Stored items
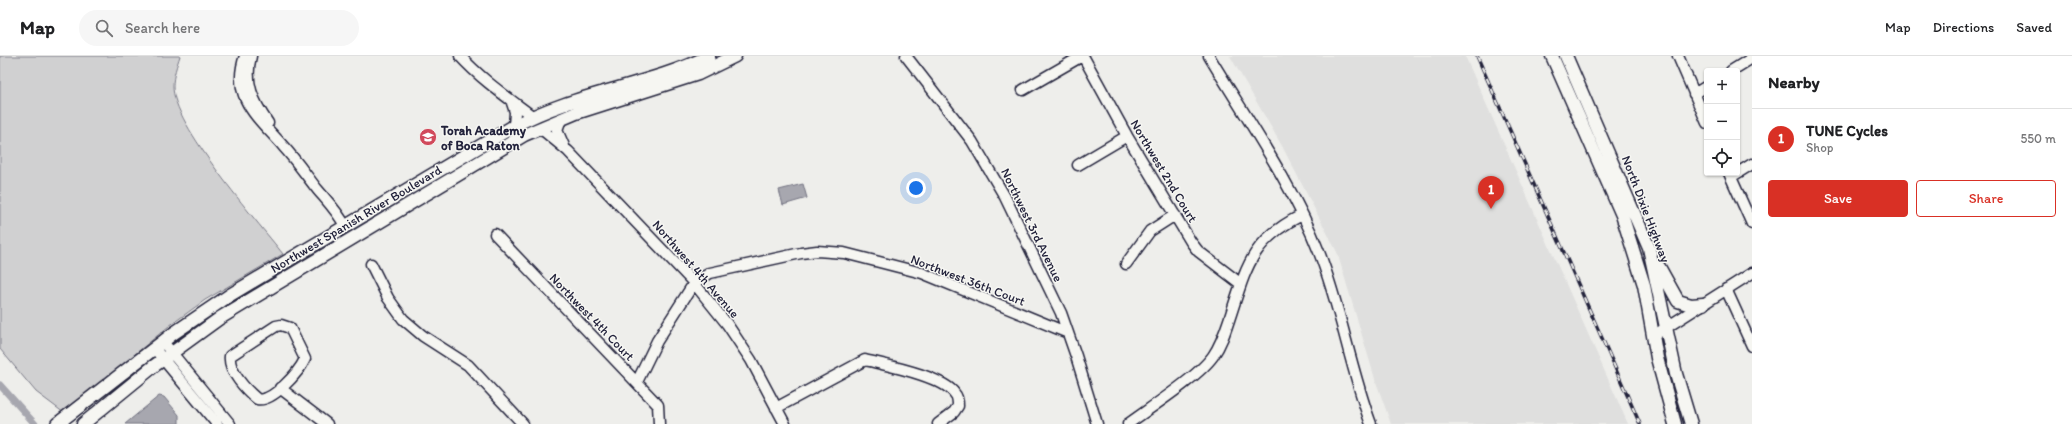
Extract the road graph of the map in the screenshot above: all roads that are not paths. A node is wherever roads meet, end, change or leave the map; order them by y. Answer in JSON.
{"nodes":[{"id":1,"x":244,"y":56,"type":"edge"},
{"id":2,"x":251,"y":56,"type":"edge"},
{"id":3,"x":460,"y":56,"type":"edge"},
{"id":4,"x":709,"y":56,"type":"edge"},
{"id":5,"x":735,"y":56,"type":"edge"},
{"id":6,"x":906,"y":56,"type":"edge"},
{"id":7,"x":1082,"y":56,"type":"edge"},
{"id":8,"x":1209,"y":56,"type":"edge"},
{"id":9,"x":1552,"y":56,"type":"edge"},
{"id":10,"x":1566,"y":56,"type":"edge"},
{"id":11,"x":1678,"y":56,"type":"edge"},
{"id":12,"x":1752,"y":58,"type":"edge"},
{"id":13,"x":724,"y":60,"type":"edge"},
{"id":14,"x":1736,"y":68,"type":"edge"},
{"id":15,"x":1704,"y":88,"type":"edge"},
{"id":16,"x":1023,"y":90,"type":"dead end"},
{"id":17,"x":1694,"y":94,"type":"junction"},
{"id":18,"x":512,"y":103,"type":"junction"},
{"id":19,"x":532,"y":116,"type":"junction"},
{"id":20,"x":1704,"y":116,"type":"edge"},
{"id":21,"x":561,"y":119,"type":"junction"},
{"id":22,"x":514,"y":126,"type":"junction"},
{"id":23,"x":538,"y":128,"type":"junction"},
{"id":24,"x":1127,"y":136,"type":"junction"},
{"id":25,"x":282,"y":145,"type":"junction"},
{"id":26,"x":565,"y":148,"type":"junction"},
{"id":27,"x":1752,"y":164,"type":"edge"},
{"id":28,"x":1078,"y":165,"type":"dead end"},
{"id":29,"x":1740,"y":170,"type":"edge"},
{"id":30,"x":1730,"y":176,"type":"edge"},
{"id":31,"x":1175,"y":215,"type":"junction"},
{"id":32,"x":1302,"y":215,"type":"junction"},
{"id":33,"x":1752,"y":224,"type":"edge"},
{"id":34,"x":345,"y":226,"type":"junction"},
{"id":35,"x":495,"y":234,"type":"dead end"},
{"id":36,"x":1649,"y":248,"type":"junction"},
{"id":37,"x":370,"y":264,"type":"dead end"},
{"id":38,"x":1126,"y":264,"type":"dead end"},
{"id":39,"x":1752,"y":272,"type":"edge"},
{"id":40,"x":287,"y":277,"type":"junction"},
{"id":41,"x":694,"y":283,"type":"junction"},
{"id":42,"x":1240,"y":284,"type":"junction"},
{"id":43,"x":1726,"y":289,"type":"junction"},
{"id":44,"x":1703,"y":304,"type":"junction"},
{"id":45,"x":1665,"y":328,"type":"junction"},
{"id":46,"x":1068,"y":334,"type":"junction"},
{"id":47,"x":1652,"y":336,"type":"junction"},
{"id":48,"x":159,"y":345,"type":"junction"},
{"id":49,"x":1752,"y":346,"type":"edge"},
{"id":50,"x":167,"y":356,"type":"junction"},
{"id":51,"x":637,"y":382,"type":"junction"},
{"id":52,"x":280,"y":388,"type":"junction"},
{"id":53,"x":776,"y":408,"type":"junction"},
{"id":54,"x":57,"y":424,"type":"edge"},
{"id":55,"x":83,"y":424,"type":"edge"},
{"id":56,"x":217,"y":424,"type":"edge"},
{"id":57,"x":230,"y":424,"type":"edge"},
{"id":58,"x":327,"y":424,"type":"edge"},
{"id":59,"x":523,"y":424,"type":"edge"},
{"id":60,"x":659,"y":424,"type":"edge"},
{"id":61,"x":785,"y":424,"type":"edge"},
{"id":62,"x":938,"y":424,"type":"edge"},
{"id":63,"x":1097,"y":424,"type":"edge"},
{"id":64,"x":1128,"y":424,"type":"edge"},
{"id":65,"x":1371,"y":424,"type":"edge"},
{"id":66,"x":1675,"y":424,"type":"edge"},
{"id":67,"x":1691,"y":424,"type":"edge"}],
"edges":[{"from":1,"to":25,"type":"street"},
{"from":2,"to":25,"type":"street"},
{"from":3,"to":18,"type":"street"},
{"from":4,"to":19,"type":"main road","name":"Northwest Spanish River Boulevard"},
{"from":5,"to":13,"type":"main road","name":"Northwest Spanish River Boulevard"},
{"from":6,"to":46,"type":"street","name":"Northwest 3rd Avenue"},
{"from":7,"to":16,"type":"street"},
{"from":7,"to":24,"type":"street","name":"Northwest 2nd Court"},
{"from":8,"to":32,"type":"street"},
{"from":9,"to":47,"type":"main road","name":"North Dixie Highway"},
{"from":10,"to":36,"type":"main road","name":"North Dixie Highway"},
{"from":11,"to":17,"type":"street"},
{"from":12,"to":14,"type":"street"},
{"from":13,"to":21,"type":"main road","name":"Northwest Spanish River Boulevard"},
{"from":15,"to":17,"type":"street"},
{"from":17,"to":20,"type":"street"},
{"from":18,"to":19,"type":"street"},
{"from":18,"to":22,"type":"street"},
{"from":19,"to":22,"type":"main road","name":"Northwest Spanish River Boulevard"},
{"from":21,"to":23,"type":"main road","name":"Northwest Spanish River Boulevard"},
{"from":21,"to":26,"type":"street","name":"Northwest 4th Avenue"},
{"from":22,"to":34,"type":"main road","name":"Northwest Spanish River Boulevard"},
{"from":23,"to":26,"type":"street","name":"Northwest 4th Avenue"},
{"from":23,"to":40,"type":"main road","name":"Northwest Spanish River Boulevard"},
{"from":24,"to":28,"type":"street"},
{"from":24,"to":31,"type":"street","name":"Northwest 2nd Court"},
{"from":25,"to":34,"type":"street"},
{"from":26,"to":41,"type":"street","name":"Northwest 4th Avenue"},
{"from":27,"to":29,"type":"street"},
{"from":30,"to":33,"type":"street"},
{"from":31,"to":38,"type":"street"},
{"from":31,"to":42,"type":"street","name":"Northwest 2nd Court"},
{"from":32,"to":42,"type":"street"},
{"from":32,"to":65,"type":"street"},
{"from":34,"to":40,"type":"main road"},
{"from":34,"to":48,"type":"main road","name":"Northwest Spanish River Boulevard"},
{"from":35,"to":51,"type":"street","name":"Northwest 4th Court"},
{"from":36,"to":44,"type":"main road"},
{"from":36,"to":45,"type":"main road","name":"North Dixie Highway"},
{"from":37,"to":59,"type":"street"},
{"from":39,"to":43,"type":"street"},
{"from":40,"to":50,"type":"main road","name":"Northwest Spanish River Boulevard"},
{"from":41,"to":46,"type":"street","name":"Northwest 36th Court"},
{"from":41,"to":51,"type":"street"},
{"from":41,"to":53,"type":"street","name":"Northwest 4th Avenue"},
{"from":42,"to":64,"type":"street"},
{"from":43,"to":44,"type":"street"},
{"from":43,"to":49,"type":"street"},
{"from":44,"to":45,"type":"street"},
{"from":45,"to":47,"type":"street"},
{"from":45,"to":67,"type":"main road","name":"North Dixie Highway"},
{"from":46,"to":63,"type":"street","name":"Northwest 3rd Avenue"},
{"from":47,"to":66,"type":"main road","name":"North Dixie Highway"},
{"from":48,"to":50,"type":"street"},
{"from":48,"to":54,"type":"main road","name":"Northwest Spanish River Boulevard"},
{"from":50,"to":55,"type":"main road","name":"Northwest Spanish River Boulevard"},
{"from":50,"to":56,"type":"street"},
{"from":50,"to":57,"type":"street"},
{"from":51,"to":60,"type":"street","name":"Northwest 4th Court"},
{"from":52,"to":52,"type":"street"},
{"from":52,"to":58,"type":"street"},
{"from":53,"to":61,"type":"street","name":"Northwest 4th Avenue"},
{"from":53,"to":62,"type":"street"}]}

• **EXERCISE DESCRIPTION**:
Filter the data, keeping only the lines that contain "River".

• **ANSWER FOR THIS EXERCISE**:
{"from":4,"to":19,"type":"main road","name":"Northwest Spanish River Boulevard"},
{"from":5,"to":13,"type":"main road","name":"Northwest Spanish River Boulevard"},
{"from":13,"to":21,"type":"main road","name":"Northwest Spanish River Boulevard"},
{"from":19,"to":22,"type":"main road","name":"Northwest Spanish River Boulevard"},
{"from":21,"to":23,"type":"main road","name":"Northwest Spanish River Boulevard"},
{"from":22,"to":34,"type":"main road","name":"Northwest Spanish River Boulevard"},
{"from":23,"to":40,"type":"main road","name":"Northwest Spanish River Boulevard"},
{"from":34,"to":48,"type":"main road","name":"Northwest Spanish River Boulevard"},
{"from":40,"to":50,"type":"main road","name":"Northwest Spanish River Boulevard"},
{"from":48,"to":54,"type":"main road","name":"Northwest Spanish River Boulevard"},
{"from":50,"to":55,"type":"main road","name":"Northwest Spanish River Boulevard"},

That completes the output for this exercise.